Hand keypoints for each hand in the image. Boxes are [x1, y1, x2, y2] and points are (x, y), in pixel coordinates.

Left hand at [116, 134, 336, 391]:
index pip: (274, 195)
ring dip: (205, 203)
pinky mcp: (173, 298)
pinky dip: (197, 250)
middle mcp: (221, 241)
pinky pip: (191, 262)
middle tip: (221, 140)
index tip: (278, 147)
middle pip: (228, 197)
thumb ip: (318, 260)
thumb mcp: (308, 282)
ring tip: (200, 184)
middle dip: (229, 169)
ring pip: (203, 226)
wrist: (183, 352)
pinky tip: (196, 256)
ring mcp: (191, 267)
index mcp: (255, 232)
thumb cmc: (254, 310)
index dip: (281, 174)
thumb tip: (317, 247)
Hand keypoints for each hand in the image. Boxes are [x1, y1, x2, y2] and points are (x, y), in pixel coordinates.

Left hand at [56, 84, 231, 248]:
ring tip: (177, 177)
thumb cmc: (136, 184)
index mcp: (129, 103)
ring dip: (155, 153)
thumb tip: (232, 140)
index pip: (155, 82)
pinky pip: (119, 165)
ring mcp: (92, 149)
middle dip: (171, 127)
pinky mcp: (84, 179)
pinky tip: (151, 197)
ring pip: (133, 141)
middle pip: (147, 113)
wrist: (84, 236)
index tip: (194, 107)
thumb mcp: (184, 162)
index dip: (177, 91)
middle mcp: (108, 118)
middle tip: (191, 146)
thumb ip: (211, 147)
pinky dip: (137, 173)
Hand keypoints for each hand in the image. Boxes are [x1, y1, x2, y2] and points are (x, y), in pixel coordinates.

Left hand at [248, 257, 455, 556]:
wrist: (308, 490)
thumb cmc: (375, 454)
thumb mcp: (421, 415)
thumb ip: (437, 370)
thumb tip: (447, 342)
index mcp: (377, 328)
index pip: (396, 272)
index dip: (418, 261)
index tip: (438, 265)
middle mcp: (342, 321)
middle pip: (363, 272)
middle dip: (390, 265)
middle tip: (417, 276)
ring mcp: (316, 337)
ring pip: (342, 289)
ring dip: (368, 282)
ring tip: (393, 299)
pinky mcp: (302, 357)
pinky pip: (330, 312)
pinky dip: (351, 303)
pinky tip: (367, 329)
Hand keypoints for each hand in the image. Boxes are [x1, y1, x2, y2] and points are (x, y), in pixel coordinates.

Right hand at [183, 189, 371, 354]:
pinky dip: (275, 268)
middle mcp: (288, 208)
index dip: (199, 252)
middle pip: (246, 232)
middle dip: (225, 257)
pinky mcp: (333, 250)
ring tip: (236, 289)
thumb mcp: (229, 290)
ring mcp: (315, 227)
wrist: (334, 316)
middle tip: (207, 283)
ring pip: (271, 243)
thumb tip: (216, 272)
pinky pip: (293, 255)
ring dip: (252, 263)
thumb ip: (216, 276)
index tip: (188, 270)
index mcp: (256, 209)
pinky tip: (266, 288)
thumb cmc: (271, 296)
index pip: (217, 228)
- - - -
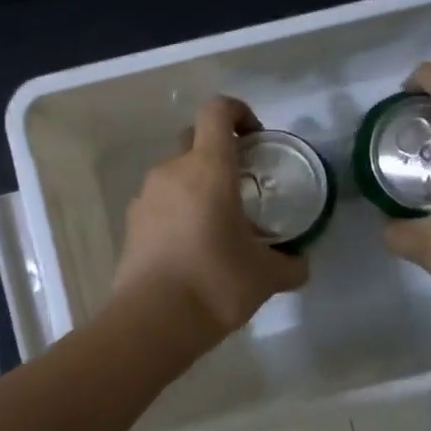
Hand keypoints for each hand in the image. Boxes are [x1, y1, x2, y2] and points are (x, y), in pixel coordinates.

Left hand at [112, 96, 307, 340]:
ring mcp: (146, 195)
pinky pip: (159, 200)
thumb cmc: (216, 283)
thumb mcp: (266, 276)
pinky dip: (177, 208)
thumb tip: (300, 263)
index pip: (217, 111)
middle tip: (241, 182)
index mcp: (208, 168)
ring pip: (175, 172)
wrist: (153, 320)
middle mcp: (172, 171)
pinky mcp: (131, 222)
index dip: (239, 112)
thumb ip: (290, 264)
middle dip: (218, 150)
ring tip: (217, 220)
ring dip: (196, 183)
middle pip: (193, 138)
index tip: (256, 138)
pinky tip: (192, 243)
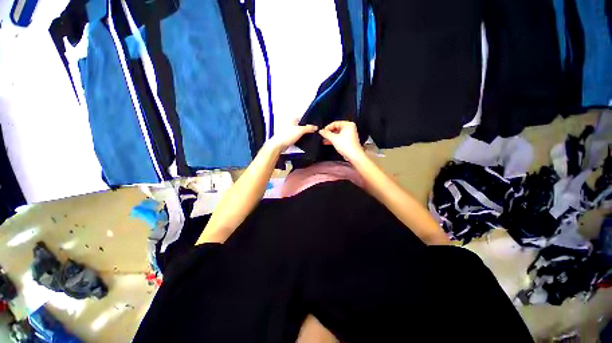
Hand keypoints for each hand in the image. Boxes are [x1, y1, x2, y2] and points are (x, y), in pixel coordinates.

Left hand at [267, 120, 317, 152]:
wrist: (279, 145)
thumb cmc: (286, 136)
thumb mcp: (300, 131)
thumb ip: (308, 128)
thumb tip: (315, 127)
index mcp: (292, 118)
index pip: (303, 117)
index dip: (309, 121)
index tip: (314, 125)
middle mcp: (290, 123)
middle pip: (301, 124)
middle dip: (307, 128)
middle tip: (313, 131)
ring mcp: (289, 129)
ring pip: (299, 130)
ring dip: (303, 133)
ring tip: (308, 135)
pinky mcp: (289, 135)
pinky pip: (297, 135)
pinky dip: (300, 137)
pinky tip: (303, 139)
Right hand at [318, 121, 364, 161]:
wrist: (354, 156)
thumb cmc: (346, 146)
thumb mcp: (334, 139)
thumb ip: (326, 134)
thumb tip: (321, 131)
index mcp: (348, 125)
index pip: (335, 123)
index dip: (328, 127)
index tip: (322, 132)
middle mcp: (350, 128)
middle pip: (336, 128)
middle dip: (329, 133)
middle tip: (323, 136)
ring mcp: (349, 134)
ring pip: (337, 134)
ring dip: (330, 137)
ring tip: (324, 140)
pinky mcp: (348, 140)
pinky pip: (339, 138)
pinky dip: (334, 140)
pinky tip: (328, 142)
- - - -
• Assignment:
Lines above with "wrist" in them are the ones to copy.

• Reply to the exercise:
wrist: (183, 352)
wrist: (84, 236)
wrist: (308, 490)
wrist: (334, 316)
wrist: (153, 320)
wrist: (279, 145)
wrist: (354, 156)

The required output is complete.